The impact of smoking on HRQOL in the general population has been assessed by multiple cross-sectional and retrospective studies which have found that smokers tend to have worse quality of life than non-smokers [19, 20]. Several studies examined the relationship between smoking status and HRQOL derived from a medical intervention. Taira et al. evaluated the health status both at the time of index procedure and the first year of follow-up among 1432 patients including smokers, quitters and nonsmokers who received PTCA, and demonstrated that continued cigarette smoking has an adverse impact on the improvement in quality of life [21]. Recent study with a cohort of 2765 PCI patients by Jang et al. showed that smokers at the time of PCI have worse health status at 1 year than those who never smoked [22]. Our study, focusing on the health status in the DES era, showed that quality-of-life benefits brought by DES implantation are diminished by persistent smoking. Multivariate analyses showed that persistent smoking was an independent risk factor for PCS and MCS improvements.
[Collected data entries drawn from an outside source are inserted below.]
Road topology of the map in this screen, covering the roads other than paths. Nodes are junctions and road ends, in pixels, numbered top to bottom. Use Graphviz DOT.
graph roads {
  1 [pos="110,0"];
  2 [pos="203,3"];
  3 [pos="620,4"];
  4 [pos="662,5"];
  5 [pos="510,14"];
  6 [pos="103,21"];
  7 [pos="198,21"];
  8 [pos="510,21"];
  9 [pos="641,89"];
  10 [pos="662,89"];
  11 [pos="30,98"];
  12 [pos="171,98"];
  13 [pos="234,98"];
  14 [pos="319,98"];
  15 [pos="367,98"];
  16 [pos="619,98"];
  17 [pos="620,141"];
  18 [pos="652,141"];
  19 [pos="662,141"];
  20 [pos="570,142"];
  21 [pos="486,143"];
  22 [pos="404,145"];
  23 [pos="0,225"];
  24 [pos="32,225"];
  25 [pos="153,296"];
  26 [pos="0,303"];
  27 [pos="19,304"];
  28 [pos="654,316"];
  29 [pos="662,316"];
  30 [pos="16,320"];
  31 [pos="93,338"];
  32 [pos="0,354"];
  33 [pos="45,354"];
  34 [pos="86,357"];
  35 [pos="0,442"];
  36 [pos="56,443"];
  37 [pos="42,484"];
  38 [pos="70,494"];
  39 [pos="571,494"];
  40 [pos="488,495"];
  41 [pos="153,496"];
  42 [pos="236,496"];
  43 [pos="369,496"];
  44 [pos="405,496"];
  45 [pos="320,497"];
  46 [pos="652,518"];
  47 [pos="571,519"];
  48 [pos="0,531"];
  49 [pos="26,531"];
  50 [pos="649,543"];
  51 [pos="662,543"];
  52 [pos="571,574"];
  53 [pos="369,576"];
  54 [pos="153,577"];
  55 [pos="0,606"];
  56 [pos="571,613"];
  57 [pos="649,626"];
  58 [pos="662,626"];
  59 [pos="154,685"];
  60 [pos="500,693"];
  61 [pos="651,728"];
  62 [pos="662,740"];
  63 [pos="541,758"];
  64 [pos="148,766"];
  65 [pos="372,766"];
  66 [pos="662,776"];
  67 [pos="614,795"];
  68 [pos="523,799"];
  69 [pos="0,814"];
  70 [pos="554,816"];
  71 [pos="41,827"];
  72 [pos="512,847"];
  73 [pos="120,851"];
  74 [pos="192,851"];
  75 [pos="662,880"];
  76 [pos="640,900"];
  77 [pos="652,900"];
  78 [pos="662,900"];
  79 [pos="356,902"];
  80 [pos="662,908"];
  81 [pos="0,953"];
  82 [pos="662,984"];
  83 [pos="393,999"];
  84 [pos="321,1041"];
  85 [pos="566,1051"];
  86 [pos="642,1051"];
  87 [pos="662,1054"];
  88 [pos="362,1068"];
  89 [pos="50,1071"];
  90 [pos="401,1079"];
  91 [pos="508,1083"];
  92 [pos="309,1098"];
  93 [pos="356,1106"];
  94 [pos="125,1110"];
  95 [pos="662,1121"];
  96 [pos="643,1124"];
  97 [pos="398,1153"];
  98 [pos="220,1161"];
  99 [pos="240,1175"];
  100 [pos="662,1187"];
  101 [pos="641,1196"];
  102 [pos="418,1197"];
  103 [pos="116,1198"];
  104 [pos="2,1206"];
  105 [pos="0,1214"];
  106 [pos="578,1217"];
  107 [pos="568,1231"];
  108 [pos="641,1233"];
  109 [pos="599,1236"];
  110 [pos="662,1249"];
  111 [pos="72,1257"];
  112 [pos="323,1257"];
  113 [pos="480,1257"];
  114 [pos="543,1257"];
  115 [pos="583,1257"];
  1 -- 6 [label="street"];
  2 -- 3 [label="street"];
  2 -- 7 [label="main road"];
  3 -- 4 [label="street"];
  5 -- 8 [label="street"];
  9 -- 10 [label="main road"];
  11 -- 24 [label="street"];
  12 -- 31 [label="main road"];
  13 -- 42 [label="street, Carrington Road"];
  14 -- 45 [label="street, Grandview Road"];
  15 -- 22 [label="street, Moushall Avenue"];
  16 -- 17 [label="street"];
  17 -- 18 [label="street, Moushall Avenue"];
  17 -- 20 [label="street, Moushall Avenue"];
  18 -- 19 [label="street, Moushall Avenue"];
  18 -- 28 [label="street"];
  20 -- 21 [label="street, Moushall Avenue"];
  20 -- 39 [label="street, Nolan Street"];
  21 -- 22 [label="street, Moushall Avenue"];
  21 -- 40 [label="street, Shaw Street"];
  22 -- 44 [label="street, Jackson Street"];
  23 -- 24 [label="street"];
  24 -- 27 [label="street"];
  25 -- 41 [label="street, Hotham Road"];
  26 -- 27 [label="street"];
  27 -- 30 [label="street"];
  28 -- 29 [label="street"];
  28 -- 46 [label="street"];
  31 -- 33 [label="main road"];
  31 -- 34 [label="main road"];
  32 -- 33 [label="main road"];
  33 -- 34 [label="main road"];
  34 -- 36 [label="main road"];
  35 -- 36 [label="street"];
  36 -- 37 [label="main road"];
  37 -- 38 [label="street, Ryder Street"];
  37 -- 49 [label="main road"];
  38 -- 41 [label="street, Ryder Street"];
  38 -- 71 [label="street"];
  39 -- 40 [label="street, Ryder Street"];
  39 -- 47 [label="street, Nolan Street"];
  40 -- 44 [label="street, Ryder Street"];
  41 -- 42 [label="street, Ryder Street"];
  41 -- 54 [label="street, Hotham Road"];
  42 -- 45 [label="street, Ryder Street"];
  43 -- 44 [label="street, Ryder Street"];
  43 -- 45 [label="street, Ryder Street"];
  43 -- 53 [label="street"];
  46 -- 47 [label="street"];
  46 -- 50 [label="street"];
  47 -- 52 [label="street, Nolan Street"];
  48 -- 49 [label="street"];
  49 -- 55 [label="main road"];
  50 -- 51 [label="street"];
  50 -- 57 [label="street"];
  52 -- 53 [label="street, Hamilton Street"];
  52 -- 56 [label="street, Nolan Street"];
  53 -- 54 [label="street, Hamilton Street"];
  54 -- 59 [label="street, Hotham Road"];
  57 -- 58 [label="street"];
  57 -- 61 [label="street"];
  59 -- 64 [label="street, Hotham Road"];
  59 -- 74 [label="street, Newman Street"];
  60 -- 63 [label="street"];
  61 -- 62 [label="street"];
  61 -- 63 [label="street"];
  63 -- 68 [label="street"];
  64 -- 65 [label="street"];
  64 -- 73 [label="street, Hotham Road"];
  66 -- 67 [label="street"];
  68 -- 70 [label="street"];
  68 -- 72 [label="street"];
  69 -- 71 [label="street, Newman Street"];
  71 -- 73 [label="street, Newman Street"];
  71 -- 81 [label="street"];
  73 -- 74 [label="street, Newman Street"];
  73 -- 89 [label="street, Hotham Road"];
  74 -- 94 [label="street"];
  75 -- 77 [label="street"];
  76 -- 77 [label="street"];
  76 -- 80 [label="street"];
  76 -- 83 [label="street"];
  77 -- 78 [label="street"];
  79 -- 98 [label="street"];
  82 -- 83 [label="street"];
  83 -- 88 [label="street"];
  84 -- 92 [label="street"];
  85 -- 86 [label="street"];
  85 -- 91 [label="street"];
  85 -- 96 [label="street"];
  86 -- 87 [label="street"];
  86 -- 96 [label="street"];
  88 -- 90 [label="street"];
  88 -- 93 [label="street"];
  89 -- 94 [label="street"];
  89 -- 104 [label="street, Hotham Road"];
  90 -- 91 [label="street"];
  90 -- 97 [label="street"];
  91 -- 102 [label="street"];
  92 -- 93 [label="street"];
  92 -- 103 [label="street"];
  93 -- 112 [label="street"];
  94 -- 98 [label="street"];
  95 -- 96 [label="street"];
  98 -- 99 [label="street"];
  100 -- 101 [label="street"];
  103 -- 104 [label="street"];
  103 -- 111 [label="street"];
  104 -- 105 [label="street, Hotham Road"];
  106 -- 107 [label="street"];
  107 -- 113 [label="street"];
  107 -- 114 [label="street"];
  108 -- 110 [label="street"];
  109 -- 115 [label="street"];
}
The benefits of smoking cessation in patients with cardiovascular disease, including those undergoing PCI have been clearly established. The risks of adverse cardiac events would diminish in patients with CAD with smoking cessation and these benefits continued to increase over time after quitting [23]. Critchley et al. reviewed 20 studies with 12,603 smoking patients with ischemic heart disease in a meta-analysis and documented that cessation of smoking after acute myocardial infarction or cardiac surgery could significantly reduce mortality [24]. Buchanan et al. evaluated the association of smoking status with angina and HRQOL after acute myocardial infarction (AMI) and found that smokers who quitted after AMI had similar angina levels and mental health as non-smokers [25]. In our study, about 42.3% of smokers quitted after DES implantation, who have demonstrated significantly better improvement in HRQOL than persistent smokers and comparable improvement with nonsmokers. These findings were consistent with studies by Taira et al. and Jane et al. either treated with PTCA or by PCI, in which smoking cessation was documented to be associated with better health status outcomes [21, 22]. Considering the relatively low proportion of smoking cessation, efforts to stop smoking at the time of PCI should be made to improve the health outcomes of these procedures. These data including ours might supply further motivation for clinicians to stop smoking in patients treated with DES.

Limitations

Our study has several limitations. The study is a single-center trial and the size of the study is small, the generalizability of our results is limited. Not all of the eligible population completed follow-up quality-of-life data. Only 82.7% of patients completed 1-year follow-up assessment. This respondent rate compares favorably with previous studies of quality-of-life outcomes. Non-respondents in our studies had similar scores of HRQOL with respondents at baseline. Treatment and adverse event rates were also similar between respondents and non-respondents. While interviewing patients’ relatives by phones for clinical follow-up may impact on the validity of the responses. Although adjustment for selection bias using propensity score, other factors such as socioeconomic factors and psychiatric conditions which may affect decision making and multiple dimensions of both physical and emotional health were not accounted for in this study. Further larger multicenter studies with long term follow-up should be needed to confirm these findings.

Conclusions

PCI with DES implantation substantially improved HRQOL in patients with coronary artery disease, whereas these potential benefits could be diminished by persistent smoking. Patients who quit smoking after DES implantation demonstrated significantly better health status compared with persistent smokers. Efforts should be made to stop smoking at the time of PCI in order to improve the health outcomes.